Conditioned Reinforcers - Part 1

Aidan's picture

What is a Conditioned Reinforcer?

A conditioned reinforcer is a stimulus that has taken on the properties, by association, of a reinforcer.

Whoa! Let's back up a bit...

What's a Reinforcer? A reinforcer is anything that maintains or increases operant behavior - said more plainly, a reinforcer is something that an animal will work for. Any behavior that your dog does voluntarily has been reinforced.

A stimulus is simply something in the environment that you can sense - a sound, an object, a color, something you can feel etc.

So when we say that a conditioned reinforcer is a stimulus that has taken on the properties, by association, of a reinforcer what we are really saying is that something in the environment has been associated with a reinforcer so much that it itself becomes a reinforcer.

Perhaps an example might help?

Take the humble clicker from clicker training. What we do when we use a clicker is pair the click sound with food, or toys, or games - something that our dog will work for. We use the conditioned reinforcer to mark the behavior.

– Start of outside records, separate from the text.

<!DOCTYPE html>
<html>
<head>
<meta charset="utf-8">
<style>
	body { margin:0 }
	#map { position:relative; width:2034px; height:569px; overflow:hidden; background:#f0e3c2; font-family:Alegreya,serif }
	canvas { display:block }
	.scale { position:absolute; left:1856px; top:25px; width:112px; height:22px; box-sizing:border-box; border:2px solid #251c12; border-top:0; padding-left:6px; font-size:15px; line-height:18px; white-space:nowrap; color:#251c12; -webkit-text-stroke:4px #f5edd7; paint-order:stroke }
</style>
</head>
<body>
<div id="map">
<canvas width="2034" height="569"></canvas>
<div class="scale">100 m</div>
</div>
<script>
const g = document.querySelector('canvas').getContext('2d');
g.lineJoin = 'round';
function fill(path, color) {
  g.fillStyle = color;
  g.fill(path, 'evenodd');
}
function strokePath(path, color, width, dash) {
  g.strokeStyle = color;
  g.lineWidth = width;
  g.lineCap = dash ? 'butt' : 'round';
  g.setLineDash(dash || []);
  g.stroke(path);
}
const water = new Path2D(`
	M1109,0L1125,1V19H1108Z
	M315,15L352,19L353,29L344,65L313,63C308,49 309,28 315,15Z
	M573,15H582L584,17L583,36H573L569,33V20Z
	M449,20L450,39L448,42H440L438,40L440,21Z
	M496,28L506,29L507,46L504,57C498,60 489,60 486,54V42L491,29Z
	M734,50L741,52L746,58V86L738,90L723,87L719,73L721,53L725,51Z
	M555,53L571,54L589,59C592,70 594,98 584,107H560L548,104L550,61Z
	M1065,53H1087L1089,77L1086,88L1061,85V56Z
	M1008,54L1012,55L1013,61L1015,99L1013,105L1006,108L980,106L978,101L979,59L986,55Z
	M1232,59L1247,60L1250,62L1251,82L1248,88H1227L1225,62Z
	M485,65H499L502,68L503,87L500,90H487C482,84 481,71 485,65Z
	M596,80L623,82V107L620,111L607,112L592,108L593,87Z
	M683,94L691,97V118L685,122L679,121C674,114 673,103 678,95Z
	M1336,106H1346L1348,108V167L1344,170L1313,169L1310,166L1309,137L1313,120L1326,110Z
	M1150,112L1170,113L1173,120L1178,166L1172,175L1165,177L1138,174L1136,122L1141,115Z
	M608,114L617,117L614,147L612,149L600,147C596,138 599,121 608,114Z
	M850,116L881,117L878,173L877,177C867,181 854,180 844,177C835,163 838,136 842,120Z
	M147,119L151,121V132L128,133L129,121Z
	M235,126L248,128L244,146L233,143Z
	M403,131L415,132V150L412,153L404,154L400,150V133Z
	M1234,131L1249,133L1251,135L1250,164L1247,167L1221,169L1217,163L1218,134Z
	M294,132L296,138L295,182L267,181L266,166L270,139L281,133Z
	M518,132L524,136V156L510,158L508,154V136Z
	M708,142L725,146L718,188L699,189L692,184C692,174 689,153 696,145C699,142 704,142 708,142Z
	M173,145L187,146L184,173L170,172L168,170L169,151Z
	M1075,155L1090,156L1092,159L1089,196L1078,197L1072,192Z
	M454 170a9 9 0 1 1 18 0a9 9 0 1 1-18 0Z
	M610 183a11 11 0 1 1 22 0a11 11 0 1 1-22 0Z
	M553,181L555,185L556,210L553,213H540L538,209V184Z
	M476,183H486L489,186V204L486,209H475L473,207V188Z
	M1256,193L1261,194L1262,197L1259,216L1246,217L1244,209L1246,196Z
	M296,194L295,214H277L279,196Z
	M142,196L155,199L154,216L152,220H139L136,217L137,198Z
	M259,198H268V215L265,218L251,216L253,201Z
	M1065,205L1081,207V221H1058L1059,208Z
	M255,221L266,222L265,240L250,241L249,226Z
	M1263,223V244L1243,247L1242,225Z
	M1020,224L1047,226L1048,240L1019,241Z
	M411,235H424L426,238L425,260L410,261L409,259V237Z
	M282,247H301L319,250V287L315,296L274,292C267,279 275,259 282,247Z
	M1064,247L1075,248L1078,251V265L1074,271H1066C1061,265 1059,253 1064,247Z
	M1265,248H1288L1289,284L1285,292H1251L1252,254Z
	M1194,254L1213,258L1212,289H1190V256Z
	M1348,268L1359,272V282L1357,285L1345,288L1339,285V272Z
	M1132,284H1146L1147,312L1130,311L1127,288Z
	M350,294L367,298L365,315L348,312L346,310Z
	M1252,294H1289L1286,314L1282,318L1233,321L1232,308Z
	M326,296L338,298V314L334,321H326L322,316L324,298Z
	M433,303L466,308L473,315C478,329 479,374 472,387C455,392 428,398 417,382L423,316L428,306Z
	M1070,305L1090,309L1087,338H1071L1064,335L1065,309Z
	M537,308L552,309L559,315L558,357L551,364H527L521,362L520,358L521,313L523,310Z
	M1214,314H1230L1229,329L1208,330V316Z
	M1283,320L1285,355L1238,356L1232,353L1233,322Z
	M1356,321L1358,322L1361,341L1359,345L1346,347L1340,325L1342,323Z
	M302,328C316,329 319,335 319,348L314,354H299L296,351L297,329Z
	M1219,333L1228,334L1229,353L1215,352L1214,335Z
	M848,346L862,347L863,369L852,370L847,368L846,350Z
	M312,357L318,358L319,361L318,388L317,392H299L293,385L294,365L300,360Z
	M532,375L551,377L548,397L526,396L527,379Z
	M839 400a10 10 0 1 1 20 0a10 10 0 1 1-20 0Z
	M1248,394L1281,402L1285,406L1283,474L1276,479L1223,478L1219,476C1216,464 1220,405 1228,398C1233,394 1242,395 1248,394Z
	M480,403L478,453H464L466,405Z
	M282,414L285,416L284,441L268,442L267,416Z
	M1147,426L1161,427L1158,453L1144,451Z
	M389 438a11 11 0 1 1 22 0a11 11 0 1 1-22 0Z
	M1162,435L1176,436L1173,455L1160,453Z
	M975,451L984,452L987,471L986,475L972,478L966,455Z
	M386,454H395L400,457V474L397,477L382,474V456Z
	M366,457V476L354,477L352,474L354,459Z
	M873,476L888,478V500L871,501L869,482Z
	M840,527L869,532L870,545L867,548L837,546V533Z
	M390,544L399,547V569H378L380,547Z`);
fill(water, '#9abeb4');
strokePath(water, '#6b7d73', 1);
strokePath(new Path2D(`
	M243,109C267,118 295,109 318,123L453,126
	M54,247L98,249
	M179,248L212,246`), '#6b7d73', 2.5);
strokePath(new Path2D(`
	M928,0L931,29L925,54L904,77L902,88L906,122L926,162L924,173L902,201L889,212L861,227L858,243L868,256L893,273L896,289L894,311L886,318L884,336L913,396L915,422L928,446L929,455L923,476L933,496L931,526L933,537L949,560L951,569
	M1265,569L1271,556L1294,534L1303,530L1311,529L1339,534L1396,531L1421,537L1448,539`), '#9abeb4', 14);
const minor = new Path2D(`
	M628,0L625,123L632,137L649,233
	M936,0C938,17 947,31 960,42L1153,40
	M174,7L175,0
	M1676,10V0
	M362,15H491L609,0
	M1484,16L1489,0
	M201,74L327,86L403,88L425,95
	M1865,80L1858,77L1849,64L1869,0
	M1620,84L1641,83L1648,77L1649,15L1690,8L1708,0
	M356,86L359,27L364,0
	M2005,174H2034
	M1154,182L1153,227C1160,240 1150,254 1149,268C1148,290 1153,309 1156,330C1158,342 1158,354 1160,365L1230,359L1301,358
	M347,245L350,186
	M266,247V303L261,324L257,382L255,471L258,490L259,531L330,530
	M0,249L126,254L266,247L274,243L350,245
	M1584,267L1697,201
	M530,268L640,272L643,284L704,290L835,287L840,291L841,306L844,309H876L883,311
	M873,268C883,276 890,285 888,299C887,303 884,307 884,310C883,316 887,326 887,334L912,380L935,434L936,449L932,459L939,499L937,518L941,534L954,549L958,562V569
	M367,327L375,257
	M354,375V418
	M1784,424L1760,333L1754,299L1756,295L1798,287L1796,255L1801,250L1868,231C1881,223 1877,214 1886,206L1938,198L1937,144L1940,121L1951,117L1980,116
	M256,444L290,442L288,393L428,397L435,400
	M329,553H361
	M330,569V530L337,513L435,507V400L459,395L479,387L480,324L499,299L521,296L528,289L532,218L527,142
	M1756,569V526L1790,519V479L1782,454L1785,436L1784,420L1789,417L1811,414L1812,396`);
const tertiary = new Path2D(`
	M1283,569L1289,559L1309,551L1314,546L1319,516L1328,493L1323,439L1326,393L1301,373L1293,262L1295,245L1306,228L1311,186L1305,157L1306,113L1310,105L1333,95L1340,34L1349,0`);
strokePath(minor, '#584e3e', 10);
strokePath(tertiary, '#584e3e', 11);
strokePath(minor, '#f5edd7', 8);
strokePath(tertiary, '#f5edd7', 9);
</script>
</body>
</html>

You can actually "charge up" a clicker and use it without following up with a reinforcer. It can be demonstrated that this will continue to reinforce behavior - for a while. Eventually, it loses it's power. A better use of the clicker is to always follow up with a reinforcer. Make your click a promise that something worth working for is coming pronto!

Experiments show that the timing of a reinforcer is vitally important for the animal to learn exactly what they should do more of. The reason for using a clicker is to improve the timing by marking the exact behavioral response that leads to the reinforcer.

In some training situations you can't deliver a reinforcer at the precise moment that the animal performed the behavior you want to see more of. Thankfully, nature gave us a mechanism for linking behavior with reinforcer and we exploit that opportunity deliberately when we use a clicker.

There are still lots of training situations where you don't need to use a clicker and humans are endlessly adept at getting a job done without technology. But this is cheap, simple technology that offers a clear advantage and is therefore worth taking advantage of.

Now, what nature did not give us is a "mind wipe" device that somehow magically leads the animal to ignore everything between the click and the reward. Behavior happens between "click" and "treat", and this behavior is sometimes reinforced so deliver the treat as soon as possible after you click to minimise any learning after the click.

If you're a really advanced trainer you can even take advantage of this by deliberately delivering your treat in an advantageous position where such an opportunity exists. Personally, I'm not usually that clever and I like to keep things simple. I stick to these rules:
1. click then treat as soon as possible
2. always treat after click

Comments

Jane Higgins's picture

Reinforcer

This is exactly what I have done (without knowing the 'science' behind it) when I have taught Frankie to shut the back door after he comes in. Frankie hates noise (especially sudden ones) so I taught him to close the door & he was clicked & treated for a successful shut. He used to 'wince' when the door banged shut but he now does it of his own free will. I can let him out at night for toileting, I leave the door ajar & when he's 'done his business', he comes back inside & shuts the door (while we're still sitting watching TV or reading). I usually treat him when he's back on his bed so now the treat doesn't come immediately although when we hear the door close we always say "GOOD boy!" It's working for him and it's working for us because we don't have to get off our lazy backsides to shut the door again!